■ **What to do**
Each entry shown below is to be reproduced exactly.

Given entries: Begin

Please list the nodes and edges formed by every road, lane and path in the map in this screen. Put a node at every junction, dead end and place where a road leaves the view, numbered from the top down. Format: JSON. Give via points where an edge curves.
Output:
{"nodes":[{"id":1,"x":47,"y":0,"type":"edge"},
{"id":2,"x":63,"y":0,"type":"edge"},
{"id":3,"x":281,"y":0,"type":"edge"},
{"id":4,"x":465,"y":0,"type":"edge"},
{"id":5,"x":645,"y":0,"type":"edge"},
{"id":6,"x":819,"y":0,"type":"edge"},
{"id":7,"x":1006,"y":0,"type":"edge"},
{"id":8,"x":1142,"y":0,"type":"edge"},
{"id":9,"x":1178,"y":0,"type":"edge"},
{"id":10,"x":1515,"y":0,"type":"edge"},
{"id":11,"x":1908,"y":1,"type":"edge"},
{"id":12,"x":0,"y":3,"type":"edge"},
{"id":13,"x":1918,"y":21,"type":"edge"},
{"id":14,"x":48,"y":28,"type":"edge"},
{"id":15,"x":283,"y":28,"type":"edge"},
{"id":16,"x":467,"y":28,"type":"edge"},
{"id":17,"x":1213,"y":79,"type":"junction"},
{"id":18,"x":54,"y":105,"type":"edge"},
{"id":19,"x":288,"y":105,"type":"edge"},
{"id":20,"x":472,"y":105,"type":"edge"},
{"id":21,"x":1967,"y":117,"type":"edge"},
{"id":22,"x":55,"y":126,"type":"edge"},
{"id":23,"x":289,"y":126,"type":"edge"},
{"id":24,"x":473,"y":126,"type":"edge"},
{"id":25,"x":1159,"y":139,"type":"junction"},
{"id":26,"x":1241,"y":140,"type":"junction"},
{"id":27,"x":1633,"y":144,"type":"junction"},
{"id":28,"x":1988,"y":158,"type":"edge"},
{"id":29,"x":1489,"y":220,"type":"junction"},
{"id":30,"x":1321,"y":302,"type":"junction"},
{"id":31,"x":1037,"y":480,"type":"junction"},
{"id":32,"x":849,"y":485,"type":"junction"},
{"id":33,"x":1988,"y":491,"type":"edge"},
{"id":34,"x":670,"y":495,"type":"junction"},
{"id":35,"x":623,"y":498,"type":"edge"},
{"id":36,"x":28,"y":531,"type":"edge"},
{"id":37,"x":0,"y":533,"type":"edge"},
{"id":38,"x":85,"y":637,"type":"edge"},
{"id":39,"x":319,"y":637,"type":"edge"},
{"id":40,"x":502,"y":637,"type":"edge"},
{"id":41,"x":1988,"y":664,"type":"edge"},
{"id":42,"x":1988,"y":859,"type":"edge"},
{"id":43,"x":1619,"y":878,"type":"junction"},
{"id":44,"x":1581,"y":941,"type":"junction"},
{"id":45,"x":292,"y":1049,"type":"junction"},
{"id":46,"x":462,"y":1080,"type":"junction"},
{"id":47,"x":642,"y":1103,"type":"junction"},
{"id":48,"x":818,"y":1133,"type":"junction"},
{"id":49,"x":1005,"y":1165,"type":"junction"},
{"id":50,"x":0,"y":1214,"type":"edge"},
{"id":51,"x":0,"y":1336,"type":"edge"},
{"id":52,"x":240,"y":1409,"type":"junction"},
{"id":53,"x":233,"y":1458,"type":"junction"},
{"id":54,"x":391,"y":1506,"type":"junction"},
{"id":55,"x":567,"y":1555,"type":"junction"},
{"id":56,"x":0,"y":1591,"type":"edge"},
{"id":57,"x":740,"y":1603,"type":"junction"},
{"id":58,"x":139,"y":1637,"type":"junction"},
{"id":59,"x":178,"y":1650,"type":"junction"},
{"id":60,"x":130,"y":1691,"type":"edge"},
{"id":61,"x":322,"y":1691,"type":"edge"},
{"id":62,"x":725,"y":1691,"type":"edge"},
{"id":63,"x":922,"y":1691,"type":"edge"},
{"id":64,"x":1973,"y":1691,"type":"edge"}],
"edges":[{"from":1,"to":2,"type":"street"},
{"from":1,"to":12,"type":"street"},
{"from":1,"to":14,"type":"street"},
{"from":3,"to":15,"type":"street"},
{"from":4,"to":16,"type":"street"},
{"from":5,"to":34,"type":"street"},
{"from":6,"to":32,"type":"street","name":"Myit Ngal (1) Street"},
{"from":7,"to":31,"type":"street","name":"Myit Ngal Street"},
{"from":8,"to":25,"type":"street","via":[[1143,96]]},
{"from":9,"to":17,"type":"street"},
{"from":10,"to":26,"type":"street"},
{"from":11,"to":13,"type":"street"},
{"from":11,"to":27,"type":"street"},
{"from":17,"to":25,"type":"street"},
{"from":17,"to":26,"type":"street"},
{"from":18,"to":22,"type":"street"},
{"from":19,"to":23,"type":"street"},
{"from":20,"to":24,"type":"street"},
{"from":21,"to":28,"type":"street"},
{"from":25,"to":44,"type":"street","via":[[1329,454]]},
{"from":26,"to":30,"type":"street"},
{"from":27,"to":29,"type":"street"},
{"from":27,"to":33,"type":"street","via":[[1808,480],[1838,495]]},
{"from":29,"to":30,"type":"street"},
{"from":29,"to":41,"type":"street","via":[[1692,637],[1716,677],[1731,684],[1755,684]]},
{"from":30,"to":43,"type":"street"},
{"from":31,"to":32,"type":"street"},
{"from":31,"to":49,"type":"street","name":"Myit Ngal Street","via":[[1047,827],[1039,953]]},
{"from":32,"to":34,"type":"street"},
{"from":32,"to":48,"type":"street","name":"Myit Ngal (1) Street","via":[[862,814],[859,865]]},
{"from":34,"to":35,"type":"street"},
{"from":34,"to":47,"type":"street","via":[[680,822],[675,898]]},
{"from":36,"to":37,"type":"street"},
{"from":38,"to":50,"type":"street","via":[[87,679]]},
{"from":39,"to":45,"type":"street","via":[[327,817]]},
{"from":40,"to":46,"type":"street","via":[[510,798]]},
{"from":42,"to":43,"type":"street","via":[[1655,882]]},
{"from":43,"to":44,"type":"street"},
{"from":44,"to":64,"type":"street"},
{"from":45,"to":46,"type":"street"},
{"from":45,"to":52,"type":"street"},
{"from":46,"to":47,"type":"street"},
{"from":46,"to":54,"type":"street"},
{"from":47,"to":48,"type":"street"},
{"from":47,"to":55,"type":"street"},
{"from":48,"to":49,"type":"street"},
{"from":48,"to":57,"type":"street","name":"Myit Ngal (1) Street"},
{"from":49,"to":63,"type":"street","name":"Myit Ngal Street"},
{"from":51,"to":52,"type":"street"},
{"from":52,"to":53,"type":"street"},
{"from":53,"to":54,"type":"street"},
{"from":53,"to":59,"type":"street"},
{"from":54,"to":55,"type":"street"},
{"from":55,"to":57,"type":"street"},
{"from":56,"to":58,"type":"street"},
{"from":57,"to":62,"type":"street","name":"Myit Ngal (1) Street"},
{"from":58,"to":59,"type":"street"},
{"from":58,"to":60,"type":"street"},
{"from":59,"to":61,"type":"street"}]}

Given entries: End

■ **Exercise response**
Please list the nodes and edges formed by every road, lane and path in the map in this screen. Put a node at every junction, dead end and place where a road leaves the view, numbered from the top down. Format: JSON. Give via points where an edge curves.
Output:
{"nodes":[{"id":1,"x":47,"y":0,"type":"edge"},
{"id":2,"x":63,"y":0,"type":"edge"},
{"id":3,"x":281,"y":0,"type":"edge"},
{"id":4,"x":465,"y":0,"type":"edge"},
{"id":5,"x":645,"y":0,"type":"edge"},
{"id":6,"x":819,"y":0,"type":"edge"},
{"id":7,"x":1006,"y":0,"type":"edge"},
{"id":8,"x":1142,"y":0,"type":"edge"},
{"id":9,"x":1178,"y":0,"type":"edge"},
{"id":10,"x":1515,"y":0,"type":"edge"},
{"id":11,"x":1908,"y":1,"type":"edge"},
{"id":12,"x":0,"y":3,"type":"edge"},
{"id":13,"x":1918,"y":21,"type":"edge"},
{"id":14,"x":48,"y":28,"type":"edge"},
{"id":15,"x":283,"y":28,"type":"edge"},
{"id":16,"x":467,"y":28,"type":"edge"},
{"id":17,"x":1213,"y":79,"type":"junction"},
{"id":18,"x":54,"y":105,"type":"edge"},
{"id":19,"x":288,"y":105,"type":"edge"},
{"id":20,"x":472,"y":105,"type":"edge"},
{"id":21,"x":1967,"y":117,"type":"edge"},
{"id":22,"x":55,"y":126,"type":"edge"},
{"id":23,"x":289,"y":126,"type":"edge"},
{"id":24,"x":473,"y":126,"type":"edge"},
{"id":25,"x":1159,"y":139,"type":"junction"},
{"id":26,"x":1241,"y":140,"type":"junction"},
{"id":27,"x":1633,"y":144,"type":"junction"},
{"id":28,"x":1988,"y":158,"type":"edge"},
{"id":29,"x":1489,"y":220,"type":"junction"},
{"id":30,"x":1321,"y":302,"type":"junction"},
{"id":31,"x":1037,"y":480,"type":"junction"},
{"id":32,"x":849,"y":485,"type":"junction"},
{"id":33,"x":1988,"y":491,"type":"edge"},
{"id":34,"x":670,"y":495,"type":"junction"},
{"id":35,"x":623,"y":498,"type":"edge"},
{"id":36,"x":28,"y":531,"type":"edge"},
{"id":37,"x":0,"y":533,"type":"edge"},
{"id":38,"x":85,"y":637,"type":"edge"},
{"id":39,"x":319,"y":637,"type":"edge"},
{"id":40,"x":502,"y":637,"type":"edge"},
{"id":41,"x":1988,"y":664,"type":"edge"},
{"id":42,"x":1988,"y":859,"type":"edge"},
{"id":43,"x":1619,"y":878,"type":"junction"},
{"id":44,"x":1581,"y":941,"type":"junction"},
{"id":45,"x":292,"y":1049,"type":"junction"},
{"id":46,"x":462,"y":1080,"type":"junction"},
{"id":47,"x":642,"y":1103,"type":"junction"},
{"id":48,"x":818,"y":1133,"type":"junction"},
{"id":49,"x":1005,"y":1165,"type":"junction"},
{"id":50,"x":0,"y":1214,"type":"edge"},
{"id":51,"x":0,"y":1336,"type":"edge"},
{"id":52,"x":240,"y":1409,"type":"junction"},
{"id":53,"x":233,"y":1458,"type":"junction"},
{"id":54,"x":391,"y":1506,"type":"junction"},
{"id":55,"x":567,"y":1555,"type":"junction"},
{"id":56,"x":0,"y":1591,"type":"edge"},
{"id":57,"x":740,"y":1603,"type":"junction"},
{"id":58,"x":139,"y":1637,"type":"junction"},
{"id":59,"x":178,"y":1650,"type":"junction"},
{"id":60,"x":130,"y":1691,"type":"edge"},
{"id":61,"x":322,"y":1691,"type":"edge"},
{"id":62,"x":725,"y":1691,"type":"edge"},
{"id":63,"x":922,"y":1691,"type":"edge"},
{"id":64,"x":1973,"y":1691,"type":"edge"}],
"edges":[{"from":1,"to":2,"type":"street"},
{"from":1,"to":12,"type":"street"},
{"from":1,"to":14,"type":"street"},
{"from":3,"to":15,"type":"street"},
{"from":4,"to":16,"type":"street"},
{"from":5,"to":34,"type":"street"},
{"from":6,"to":32,"type":"street","name":"Myit Ngal (1) Street"},
{"from":7,"to":31,"type":"street","name":"Myit Ngal Street"},
{"from":8,"to":25,"type":"street","via":[[1143,96]]},
{"from":9,"to":17,"type":"street"},
{"from":10,"to":26,"type":"street"},
{"from":11,"to":13,"type":"street"},
{"from":11,"to":27,"type":"street"},
{"from":17,"to":25,"type":"street"},
{"from":17,"to":26,"type":"street"},
{"from":18,"to":22,"type":"street"},
{"from":19,"to":23,"type":"street"},
{"from":20,"to":24,"type":"street"},
{"from":21,"to":28,"type":"street"},
{"from":25,"to":44,"type":"street","via":[[1329,454]]},
{"from":26,"to":30,"type":"street"},
{"from":27,"to":29,"type":"street"},
{"from":27,"to":33,"type":"street","via":[[1808,480],[1838,495]]},
{"from":29,"to":30,"type":"street"},
{"from":29,"to":41,"type":"street","via":[[1692,637],[1716,677],[1731,684],[1755,684]]},
{"from":30,"to":43,"type":"street"},
{"from":31,"to":32,"type":"street"},
{"from":31,"to":49,"type":"street","name":"Myit Ngal Street","via":[[1047,827],[1039,953]]},
{"from":32,"to":34,"type":"street"},
{"from":32,"to":48,"type":"street","name":"Myit Ngal (1) Street","via":[[862,814],[859,865]]},
{"from":34,"to":35,"type":"street"},
{"from":34,"to":47,"type":"street","via":[[680,822],[675,898]]},
{"from":36,"to":37,"type":"street"},
{"from":38,"to":50,"type":"street","via":[[87,679]]},
{"from":39,"to":45,"type":"street","via":[[327,817]]},
{"from":40,"to":46,"type":"street","via":[[510,798]]},
{"from":42,"to":43,"type":"street","via":[[1655,882]]},
{"from":43,"to":44,"type":"street"},
{"from":44,"to":64,"type":"street"},
{"from":45,"to":46,"type":"street"},
{"from":45,"to":52,"type":"street"},
{"from":46,"to":47,"type":"street"},
{"from":46,"to":54,"type":"street"},
{"from":47,"to":48,"type":"street"},
{"from":47,"to":55,"type":"street"},
{"from":48,"to":49,"type":"street"},
{"from":48,"to":57,"type":"street","name":"Myit Ngal (1) Street"},
{"from":49,"to":63,"type":"street","name":"Myit Ngal Street"},
{"from":51,"to":52,"type":"street"},
{"from":52,"to":53,"type":"street"},
{"from":53,"to":54,"type":"street"},
{"from":53,"to":59,"type":"street"},
{"from":54,"to":55,"type":"street"},
{"from":55,"to":57,"type":"street"},
{"from":56,"to":58,"type":"street"},
{"from":57,"to":62,"type":"street","name":"Myit Ngal (1) Street"},
{"from":58,"to":59,"type":"street"},
{"from":58,"to":60,"type":"street"},
{"from":59,"to":61,"type":"street"}]}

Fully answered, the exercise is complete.